> EXERCISE INSTRUCTIONS: Word for word, retype the tail of the data below, starting with the line that has "Extract the road" and including the last line.

> DATA EXTRACT:

- - -

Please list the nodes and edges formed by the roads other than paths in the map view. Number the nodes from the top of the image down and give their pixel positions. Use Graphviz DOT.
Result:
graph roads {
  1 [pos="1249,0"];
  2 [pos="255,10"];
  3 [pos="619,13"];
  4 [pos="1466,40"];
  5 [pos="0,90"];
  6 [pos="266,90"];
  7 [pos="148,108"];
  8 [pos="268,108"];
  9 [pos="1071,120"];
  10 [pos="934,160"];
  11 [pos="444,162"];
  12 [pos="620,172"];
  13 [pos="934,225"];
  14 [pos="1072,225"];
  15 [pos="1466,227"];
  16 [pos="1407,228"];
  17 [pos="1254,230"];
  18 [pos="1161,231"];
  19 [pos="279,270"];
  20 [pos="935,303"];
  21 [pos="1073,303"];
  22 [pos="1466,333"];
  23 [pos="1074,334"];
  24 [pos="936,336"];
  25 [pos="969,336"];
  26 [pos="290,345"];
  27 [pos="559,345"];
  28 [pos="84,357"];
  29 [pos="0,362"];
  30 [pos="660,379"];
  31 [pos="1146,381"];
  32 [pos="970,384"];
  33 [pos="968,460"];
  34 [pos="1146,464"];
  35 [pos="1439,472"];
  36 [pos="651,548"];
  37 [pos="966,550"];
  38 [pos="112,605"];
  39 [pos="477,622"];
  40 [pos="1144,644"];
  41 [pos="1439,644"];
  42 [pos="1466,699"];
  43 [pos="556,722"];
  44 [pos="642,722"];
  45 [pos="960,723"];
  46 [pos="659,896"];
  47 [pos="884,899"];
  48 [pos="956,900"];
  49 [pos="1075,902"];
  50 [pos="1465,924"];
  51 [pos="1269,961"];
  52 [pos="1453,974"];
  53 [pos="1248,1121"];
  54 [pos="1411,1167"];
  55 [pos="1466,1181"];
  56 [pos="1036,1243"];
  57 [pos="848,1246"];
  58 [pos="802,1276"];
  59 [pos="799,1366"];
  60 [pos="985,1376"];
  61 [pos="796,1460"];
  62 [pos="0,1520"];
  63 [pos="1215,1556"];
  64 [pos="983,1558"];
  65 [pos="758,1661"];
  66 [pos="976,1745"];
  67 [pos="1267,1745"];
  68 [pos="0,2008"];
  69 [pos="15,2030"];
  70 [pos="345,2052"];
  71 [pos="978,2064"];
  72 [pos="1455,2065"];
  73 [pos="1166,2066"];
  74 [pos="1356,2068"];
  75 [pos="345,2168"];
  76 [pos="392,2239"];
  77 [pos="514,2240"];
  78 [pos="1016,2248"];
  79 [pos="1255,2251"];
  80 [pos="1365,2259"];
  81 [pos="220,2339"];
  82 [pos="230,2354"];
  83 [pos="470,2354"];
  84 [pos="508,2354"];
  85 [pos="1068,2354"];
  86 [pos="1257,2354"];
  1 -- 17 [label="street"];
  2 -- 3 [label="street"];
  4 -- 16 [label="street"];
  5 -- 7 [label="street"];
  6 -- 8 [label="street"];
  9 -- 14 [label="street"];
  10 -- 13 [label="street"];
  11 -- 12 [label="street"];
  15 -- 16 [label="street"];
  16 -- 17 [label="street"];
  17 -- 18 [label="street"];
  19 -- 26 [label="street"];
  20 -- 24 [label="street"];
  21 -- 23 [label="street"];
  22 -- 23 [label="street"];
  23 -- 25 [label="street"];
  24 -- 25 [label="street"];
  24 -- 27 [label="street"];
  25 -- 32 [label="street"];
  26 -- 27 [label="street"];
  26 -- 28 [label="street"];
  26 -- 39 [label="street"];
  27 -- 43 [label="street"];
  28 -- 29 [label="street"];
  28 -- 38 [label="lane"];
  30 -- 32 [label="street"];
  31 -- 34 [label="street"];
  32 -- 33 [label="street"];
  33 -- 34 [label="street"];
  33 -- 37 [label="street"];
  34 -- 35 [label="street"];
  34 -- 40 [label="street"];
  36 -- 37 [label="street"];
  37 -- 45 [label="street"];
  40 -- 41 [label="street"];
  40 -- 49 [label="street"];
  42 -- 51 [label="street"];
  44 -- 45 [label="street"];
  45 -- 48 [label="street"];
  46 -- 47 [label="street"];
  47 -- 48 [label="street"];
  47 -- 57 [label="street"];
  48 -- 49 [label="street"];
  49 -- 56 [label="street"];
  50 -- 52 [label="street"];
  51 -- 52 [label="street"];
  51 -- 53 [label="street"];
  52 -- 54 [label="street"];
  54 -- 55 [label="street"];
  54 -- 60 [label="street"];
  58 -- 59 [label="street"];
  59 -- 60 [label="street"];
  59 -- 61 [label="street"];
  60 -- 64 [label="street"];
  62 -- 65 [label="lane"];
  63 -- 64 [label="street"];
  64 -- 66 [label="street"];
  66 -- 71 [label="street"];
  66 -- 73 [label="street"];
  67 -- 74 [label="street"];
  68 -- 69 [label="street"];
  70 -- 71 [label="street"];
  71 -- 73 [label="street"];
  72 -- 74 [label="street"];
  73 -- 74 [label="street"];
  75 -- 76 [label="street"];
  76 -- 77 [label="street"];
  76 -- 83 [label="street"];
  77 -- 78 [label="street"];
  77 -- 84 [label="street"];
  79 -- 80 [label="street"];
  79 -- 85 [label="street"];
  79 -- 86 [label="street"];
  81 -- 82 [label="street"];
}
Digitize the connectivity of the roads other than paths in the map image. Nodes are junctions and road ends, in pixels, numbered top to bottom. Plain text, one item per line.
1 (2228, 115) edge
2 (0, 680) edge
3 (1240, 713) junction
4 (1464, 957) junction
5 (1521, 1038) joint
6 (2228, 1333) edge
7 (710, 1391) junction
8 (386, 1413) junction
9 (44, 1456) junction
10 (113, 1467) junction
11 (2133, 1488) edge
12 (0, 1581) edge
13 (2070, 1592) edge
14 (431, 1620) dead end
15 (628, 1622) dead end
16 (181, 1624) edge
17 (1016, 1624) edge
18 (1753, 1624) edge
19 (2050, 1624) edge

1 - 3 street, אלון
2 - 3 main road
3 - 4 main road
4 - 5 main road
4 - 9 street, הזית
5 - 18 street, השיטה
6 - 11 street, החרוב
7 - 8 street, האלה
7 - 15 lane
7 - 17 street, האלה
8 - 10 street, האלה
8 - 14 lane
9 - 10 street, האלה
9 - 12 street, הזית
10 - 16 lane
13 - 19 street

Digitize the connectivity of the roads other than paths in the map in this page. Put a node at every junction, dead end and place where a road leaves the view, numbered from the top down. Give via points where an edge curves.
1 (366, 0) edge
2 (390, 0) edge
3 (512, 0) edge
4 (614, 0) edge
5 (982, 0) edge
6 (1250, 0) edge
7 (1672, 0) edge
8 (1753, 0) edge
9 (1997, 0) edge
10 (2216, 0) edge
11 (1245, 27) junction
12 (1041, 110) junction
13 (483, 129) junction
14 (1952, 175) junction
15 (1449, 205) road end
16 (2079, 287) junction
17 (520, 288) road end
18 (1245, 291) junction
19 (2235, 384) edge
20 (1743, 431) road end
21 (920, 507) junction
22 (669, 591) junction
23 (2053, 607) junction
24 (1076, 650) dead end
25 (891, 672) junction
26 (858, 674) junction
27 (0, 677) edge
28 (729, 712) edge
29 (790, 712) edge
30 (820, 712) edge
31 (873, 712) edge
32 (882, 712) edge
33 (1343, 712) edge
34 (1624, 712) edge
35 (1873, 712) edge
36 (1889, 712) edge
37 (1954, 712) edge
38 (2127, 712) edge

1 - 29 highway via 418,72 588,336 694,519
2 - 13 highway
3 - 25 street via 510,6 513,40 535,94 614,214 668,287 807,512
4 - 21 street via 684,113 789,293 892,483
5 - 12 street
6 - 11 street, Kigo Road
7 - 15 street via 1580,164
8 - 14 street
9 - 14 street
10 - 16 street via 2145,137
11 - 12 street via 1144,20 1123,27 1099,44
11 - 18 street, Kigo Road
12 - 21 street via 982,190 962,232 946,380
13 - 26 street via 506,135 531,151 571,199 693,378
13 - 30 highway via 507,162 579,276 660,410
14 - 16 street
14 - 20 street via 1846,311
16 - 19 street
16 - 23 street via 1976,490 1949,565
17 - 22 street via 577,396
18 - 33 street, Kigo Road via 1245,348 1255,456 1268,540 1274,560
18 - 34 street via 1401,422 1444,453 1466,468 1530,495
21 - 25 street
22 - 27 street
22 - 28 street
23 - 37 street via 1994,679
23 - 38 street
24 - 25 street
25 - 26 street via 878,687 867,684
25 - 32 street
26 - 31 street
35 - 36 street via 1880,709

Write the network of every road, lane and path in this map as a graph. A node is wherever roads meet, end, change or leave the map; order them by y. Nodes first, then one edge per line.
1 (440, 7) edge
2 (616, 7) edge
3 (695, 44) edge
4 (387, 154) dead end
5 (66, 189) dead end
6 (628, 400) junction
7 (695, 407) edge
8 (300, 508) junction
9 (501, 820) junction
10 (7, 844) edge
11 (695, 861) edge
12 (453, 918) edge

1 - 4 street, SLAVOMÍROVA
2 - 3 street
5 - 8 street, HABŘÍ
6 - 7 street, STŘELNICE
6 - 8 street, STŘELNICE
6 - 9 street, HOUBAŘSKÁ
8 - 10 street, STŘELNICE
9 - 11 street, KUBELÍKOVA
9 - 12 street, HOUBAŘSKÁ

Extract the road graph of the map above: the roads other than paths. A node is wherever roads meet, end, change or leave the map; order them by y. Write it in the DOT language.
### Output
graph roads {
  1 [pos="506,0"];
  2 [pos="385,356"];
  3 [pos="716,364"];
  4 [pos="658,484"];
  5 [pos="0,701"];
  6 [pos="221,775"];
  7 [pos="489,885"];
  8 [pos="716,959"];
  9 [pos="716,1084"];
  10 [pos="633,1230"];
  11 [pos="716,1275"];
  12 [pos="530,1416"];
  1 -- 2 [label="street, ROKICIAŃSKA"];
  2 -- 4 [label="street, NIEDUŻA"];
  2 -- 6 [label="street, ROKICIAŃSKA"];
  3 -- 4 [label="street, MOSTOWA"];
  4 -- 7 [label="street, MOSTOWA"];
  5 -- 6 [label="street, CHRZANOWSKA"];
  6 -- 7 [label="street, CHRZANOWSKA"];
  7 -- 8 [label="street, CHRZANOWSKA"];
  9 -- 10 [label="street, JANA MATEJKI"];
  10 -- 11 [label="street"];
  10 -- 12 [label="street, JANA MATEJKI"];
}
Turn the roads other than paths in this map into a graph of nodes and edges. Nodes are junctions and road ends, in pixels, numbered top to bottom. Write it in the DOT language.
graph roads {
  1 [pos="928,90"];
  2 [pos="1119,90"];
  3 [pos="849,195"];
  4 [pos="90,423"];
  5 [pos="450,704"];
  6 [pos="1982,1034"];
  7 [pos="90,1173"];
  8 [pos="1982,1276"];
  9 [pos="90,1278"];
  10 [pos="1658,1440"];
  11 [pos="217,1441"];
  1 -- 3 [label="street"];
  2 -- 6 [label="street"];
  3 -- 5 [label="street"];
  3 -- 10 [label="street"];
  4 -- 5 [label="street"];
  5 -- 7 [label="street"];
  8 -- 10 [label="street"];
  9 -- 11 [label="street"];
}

- - -

> RESPONSE TO THIS EXERCISE:
Extract the road graph of the map above: the roads other than paths. A node is wherever roads meet, end, change or leave the map; order them by y. Write it in the DOT language.
### Output
graph roads {
  1 [pos="506,0"];
  2 [pos="385,356"];
  3 [pos="716,364"];
  4 [pos="658,484"];
  5 [pos="0,701"];
  6 [pos="221,775"];
  7 [pos="489,885"];
  8 [pos="716,959"];
  9 [pos="716,1084"];
  10 [pos="633,1230"];
  11 [pos="716,1275"];
  12 [pos="530,1416"];
  1 -- 2 [label="street, ROKICIAŃSKA"];
  2 -- 4 [label="street, NIEDUŻA"];
  2 -- 6 [label="street, ROKICIAŃSKA"];
  3 -- 4 [label="street, MOSTOWA"];
  4 -- 7 [label="street, MOSTOWA"];
  5 -- 6 [label="street, CHRZANOWSKA"];
  6 -- 7 [label="street, CHRZANOWSKA"];
  7 -- 8 [label="street, CHRZANOWSKA"];
  9 -- 10 [label="street, JANA MATEJKI"];
  10 -- 11 [label="street"];
  10 -- 12 [label="street, JANA MATEJKI"];
}
Turn the roads other than paths in this map into a graph of nodes and edges. Nodes are junctions and road ends, in pixels, numbered top to bottom. Write it in the DOT language.
graph roads {
  1 [pos="928,90"];
  2 [pos="1119,90"];
  3 [pos="849,195"];
  4 [pos="90,423"];
  5 [pos="450,704"];
  6 [pos="1982,1034"];
  7 [pos="90,1173"];
  8 [pos="1982,1276"];
  9 [pos="90,1278"];
  10 [pos="1658,1440"];
  11 [pos="217,1441"];
  1 -- 3 [label="street"];
  2 -- 6 [label="street"];
  3 -- 5 [label="street"];
  3 -- 10 [label="street"];
  4 -- 5 [label="street"];
  5 -- 7 [label="street"];
  8 -- 10 [label="street"];
  9 -- 11 [label="street"];
}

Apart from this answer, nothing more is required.